• **GIVEN RECORDS**
________________
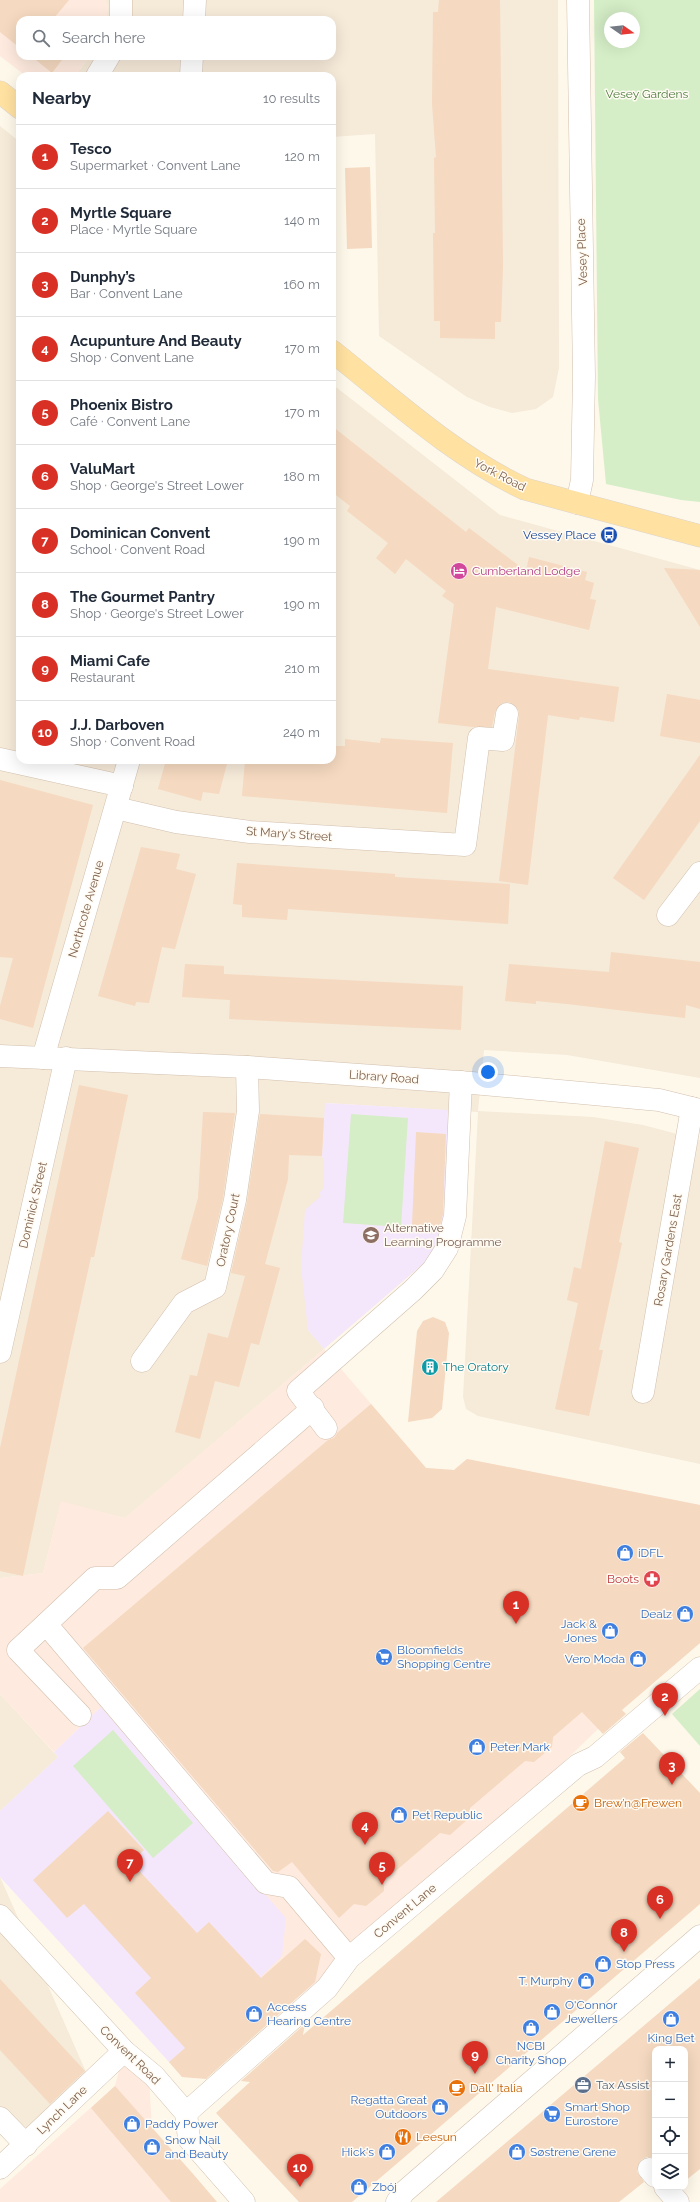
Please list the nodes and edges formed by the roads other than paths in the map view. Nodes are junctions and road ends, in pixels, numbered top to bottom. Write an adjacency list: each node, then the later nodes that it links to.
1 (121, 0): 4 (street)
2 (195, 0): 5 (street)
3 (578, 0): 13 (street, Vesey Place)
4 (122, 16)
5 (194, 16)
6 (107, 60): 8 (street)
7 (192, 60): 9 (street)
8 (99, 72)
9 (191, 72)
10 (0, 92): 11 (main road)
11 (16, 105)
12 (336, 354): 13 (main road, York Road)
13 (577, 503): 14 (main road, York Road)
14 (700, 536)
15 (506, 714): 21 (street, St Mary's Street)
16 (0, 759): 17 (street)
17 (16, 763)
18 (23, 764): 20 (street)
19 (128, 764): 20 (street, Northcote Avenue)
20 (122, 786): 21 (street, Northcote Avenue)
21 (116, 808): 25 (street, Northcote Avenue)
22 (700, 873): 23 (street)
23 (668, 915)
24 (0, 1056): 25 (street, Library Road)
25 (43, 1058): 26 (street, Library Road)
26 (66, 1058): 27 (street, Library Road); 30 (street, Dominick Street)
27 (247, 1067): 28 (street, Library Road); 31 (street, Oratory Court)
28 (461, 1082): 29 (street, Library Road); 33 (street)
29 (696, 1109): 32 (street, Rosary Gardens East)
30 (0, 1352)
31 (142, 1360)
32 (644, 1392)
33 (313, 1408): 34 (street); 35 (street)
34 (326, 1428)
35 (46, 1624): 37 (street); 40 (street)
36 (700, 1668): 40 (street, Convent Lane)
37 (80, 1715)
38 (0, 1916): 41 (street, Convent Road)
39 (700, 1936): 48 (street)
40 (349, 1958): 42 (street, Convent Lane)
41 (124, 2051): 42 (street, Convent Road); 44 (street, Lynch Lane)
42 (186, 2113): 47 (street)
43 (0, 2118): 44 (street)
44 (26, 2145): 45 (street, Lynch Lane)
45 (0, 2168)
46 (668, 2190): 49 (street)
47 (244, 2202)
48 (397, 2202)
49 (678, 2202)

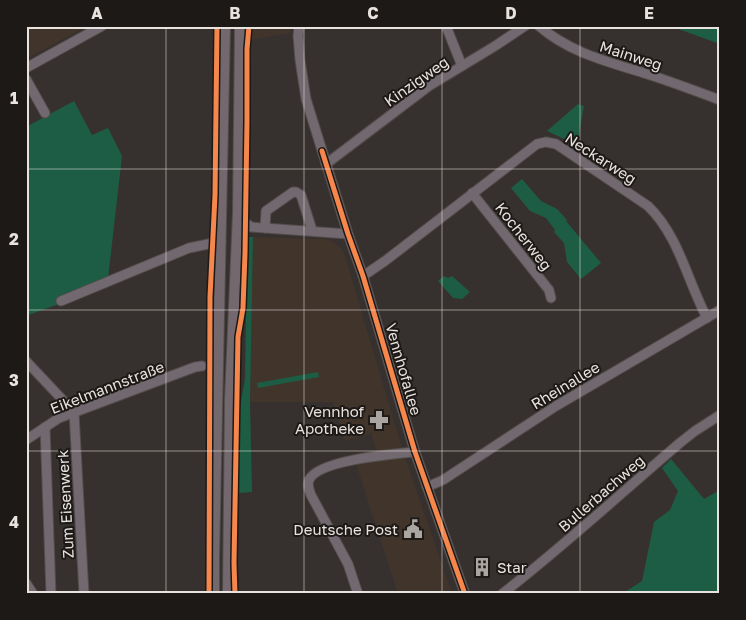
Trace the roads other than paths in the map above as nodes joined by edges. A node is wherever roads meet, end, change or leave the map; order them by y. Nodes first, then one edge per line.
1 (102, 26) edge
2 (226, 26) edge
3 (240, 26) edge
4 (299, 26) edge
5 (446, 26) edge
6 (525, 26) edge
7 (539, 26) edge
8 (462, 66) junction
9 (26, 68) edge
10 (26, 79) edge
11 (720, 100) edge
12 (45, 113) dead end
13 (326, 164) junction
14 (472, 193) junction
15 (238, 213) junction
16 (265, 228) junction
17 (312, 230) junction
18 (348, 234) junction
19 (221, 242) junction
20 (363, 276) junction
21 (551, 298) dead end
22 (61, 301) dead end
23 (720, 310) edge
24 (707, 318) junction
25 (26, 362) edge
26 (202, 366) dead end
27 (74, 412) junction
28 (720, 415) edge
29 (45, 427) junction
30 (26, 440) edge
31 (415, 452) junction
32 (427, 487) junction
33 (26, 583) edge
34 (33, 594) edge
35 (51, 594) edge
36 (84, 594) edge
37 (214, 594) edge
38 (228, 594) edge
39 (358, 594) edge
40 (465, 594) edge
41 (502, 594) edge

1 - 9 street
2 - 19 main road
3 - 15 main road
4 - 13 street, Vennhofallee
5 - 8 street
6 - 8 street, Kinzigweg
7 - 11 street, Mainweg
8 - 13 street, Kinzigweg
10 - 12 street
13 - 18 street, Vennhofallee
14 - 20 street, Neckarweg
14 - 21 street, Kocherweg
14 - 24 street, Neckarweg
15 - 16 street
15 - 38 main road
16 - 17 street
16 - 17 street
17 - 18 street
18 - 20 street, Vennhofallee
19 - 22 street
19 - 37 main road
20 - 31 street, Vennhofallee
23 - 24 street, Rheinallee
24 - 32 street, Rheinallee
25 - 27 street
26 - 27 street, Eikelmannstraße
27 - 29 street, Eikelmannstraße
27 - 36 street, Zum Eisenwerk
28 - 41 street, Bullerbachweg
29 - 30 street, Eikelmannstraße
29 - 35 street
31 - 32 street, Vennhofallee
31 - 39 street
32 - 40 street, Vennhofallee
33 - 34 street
________________
• **TASK TO CARRY OUT**
All the records above must be retyped exactly, except for their pictures.

• **RESPONSE AREA**
Please list the nodes and edges formed by the roads other than paths in the map view. Nodes are junctions and road ends, in pixels, numbered top to bottom. Write an adjacency list: each node, then the later nodes that it links to.
1 (121, 0): 4 (street)
2 (195, 0): 5 (street)
3 (578, 0): 13 (street, Vesey Place)
4 (122, 16)
5 (194, 16)
6 (107, 60): 8 (street)
7 (192, 60): 9 (street)
8 (99, 72)
9 (191, 72)
10 (0, 92): 11 (main road)
11 (16, 105)
12 (336, 354): 13 (main road, York Road)
13 (577, 503): 14 (main road, York Road)
14 (700, 536)
15 (506, 714): 21 (street, St Mary's Street)
16 (0, 759): 17 (street)
17 (16, 763)
18 (23, 764): 20 (street)
19 (128, 764): 20 (street, Northcote Avenue)
20 (122, 786): 21 (street, Northcote Avenue)
21 (116, 808): 25 (street, Northcote Avenue)
22 (700, 873): 23 (street)
23 (668, 915)
24 (0, 1056): 25 (street, Library Road)
25 (43, 1058): 26 (street, Library Road)
26 (66, 1058): 27 (street, Library Road); 30 (street, Dominick Street)
27 (247, 1067): 28 (street, Library Road); 31 (street, Oratory Court)
28 (461, 1082): 29 (street, Library Road); 33 (street)
29 (696, 1109): 32 (street, Rosary Gardens East)
30 (0, 1352)
31 (142, 1360)
32 (644, 1392)
33 (313, 1408): 34 (street); 35 (street)
34 (326, 1428)
35 (46, 1624): 37 (street); 40 (street)
36 (700, 1668): 40 (street, Convent Lane)
37 (80, 1715)
38 (0, 1916): 41 (street, Convent Road)
39 (700, 1936): 48 (street)
40 (349, 1958): 42 (street, Convent Lane)
41 (124, 2051): 42 (street, Convent Road); 44 (street, Lynch Lane)
42 (186, 2113): 47 (street)
43 (0, 2118): 44 (street)
44 (26, 2145): 45 (street, Lynch Lane)
45 (0, 2168)
46 (668, 2190): 49 (street)
47 (244, 2202)
48 (397, 2202)
49 (678, 2202)

Trace the roads other than paths in the map above as nodes joined by edges. A node is wherever roads meet, end, change or leave the map; order them by y. Nodes first, then one edge per line.
1 (102, 26) edge
2 (226, 26) edge
3 (240, 26) edge
4 (299, 26) edge
5 (446, 26) edge
6 (525, 26) edge
7 (539, 26) edge
8 (462, 66) junction
9 (26, 68) edge
10 (26, 79) edge
11 (720, 100) edge
12 (45, 113) dead end
13 (326, 164) junction
14 (472, 193) junction
15 (238, 213) junction
16 (265, 228) junction
17 (312, 230) junction
18 (348, 234) junction
19 (221, 242) junction
20 (363, 276) junction
21 (551, 298) dead end
22 (61, 301) dead end
23 (720, 310) edge
24 (707, 318) junction
25 (26, 362) edge
26 (202, 366) dead end
27 (74, 412) junction
28 (720, 415) edge
29 (45, 427) junction
30 (26, 440) edge
31 (415, 452) junction
32 (427, 487) junction
33 (26, 583) edge
34 (33, 594) edge
35 (51, 594) edge
36 (84, 594) edge
37 (214, 594) edge
38 (228, 594) edge
39 (358, 594) edge
40 (465, 594) edge
41 (502, 594) edge

1 - 9 street
2 - 19 main road
3 - 15 main road
4 - 13 street, Vennhofallee
5 - 8 street
6 - 8 street, Kinzigweg
7 - 11 street, Mainweg
8 - 13 street, Kinzigweg
10 - 12 street
13 - 18 street, Vennhofallee
14 - 20 street, Neckarweg
14 - 21 street, Kocherweg
14 - 24 street, Neckarweg
15 - 16 street
15 - 38 main road
16 - 17 street
16 - 17 street
17 - 18 street
18 - 20 street, Vennhofallee
19 - 22 street
19 - 37 main road
20 - 31 street, Vennhofallee
23 - 24 street, Rheinallee
24 - 32 street, Rheinallee
25 - 27 street
26 - 27 street, Eikelmannstraße
27 - 29 street, Eikelmannstraße
27 - 36 street, Zum Eisenwerk
28 - 41 street, Bullerbachweg
29 - 30 street, Eikelmannstraße
29 - 35 street
31 - 32 street, Vennhofallee
31 - 39 street
32 - 40 street, Vennhofallee
33 - 34 street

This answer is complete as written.